DATA START
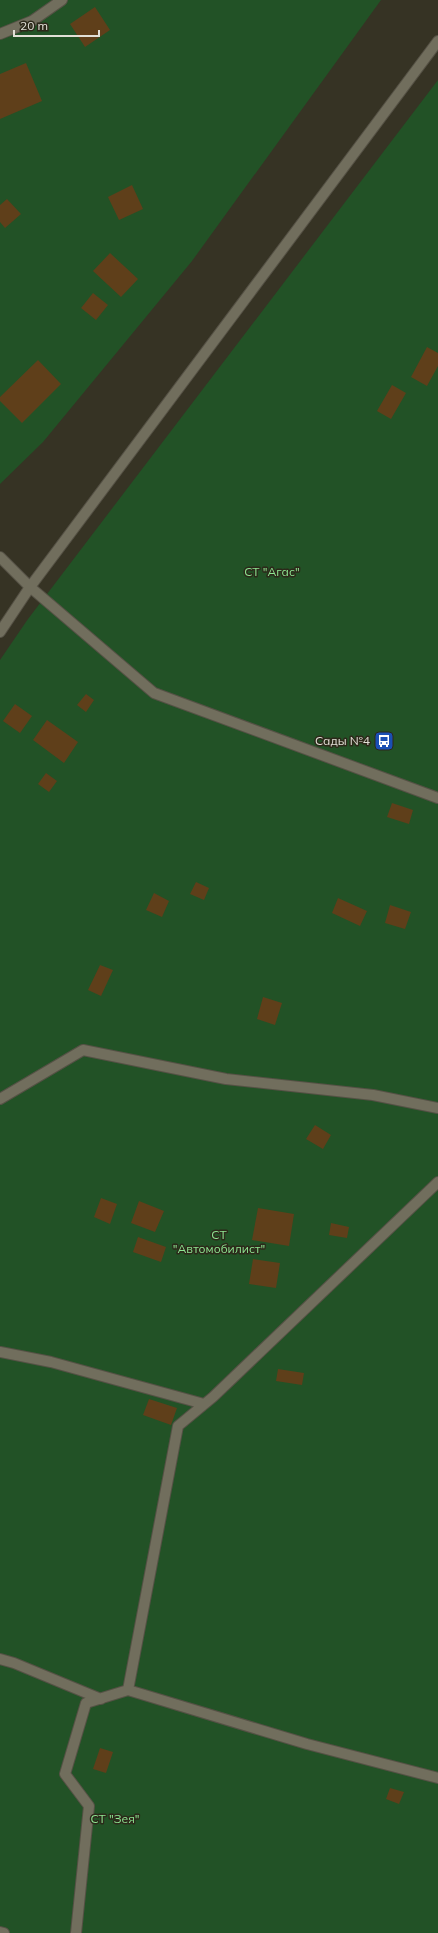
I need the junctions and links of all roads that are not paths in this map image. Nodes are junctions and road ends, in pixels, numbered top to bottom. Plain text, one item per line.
1 (62, 0) edge
2 (0, 34) edge
3 (438, 41) edge
4 (0, 557) edge
5 (30, 587) junction
6 (0, 632) edge
7 (438, 798) edge
8 (0, 1099) edge
9 (438, 1108) edge
10 (438, 1182) edge
11 (0, 1352) edge
12 (204, 1404) junction
13 (0, 1659) edge
14 (128, 1690) junction
15 (101, 1699) junction
16 (438, 1778) edge
17 (0, 1932) edge
18 (4, 1933) edge
19 (76, 1933) edge

1 - 2 street
3 - 5 street
4 - 5 street
5 - 6 street
5 - 7 street
8 - 9 street
10 - 12 street
11 - 12 street
12 - 14 street
13 - 15 street
14 - 15 street
14 - 16 street
15 - 19 street
17 - 18 street

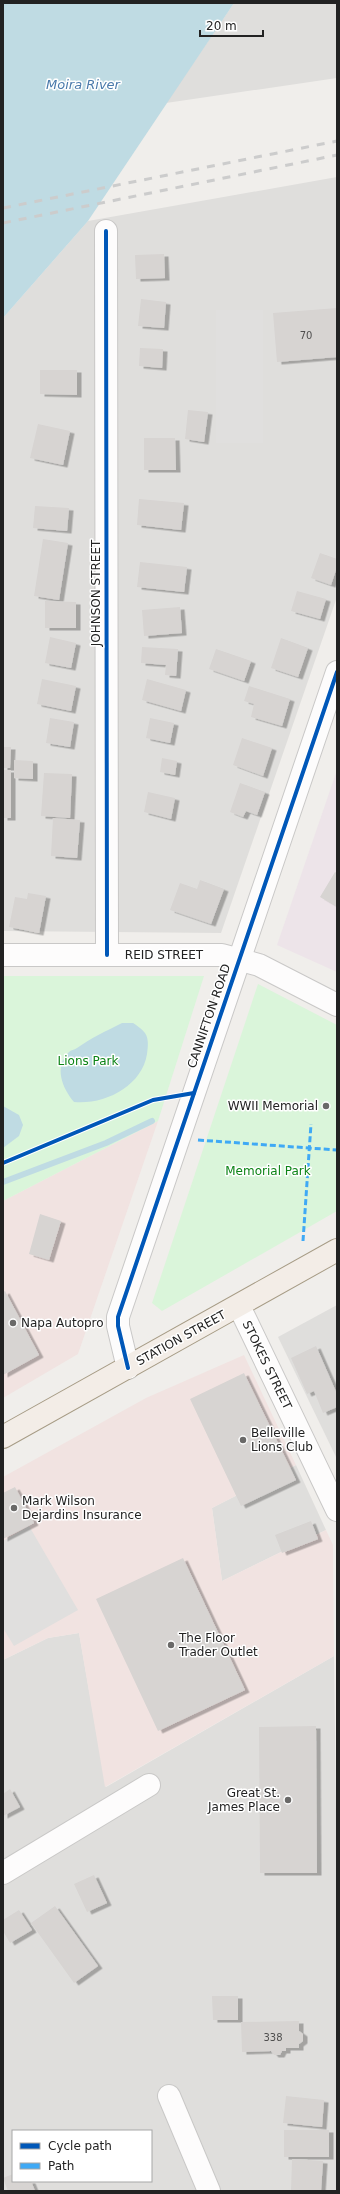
DATA END
Without carrying over any picture, retype the records above word for word.

I need the junctions and links of all roads that are not paths in this map image. Nodes are junctions and road ends, in pixels, numbered top to bottom. Plain text, one item per line.
1 (62, 0) edge
2 (0, 34) edge
3 (438, 41) edge
4 (0, 557) edge
5 (30, 587) junction
6 (0, 632) edge
7 (438, 798) edge
8 (0, 1099) edge
9 (438, 1108) edge
10 (438, 1182) edge
11 (0, 1352) edge
12 (204, 1404) junction
13 (0, 1659) edge
14 (128, 1690) junction
15 (101, 1699) junction
16 (438, 1778) edge
17 (0, 1932) edge
18 (4, 1933) edge
19 (76, 1933) edge

1 - 2 street
3 - 5 street
4 - 5 street
5 - 6 street
5 - 7 street
8 - 9 street
10 - 12 street
11 - 12 street
12 - 14 street
13 - 15 street
14 - 15 street
14 - 16 street
15 - 19 street
17 - 18 street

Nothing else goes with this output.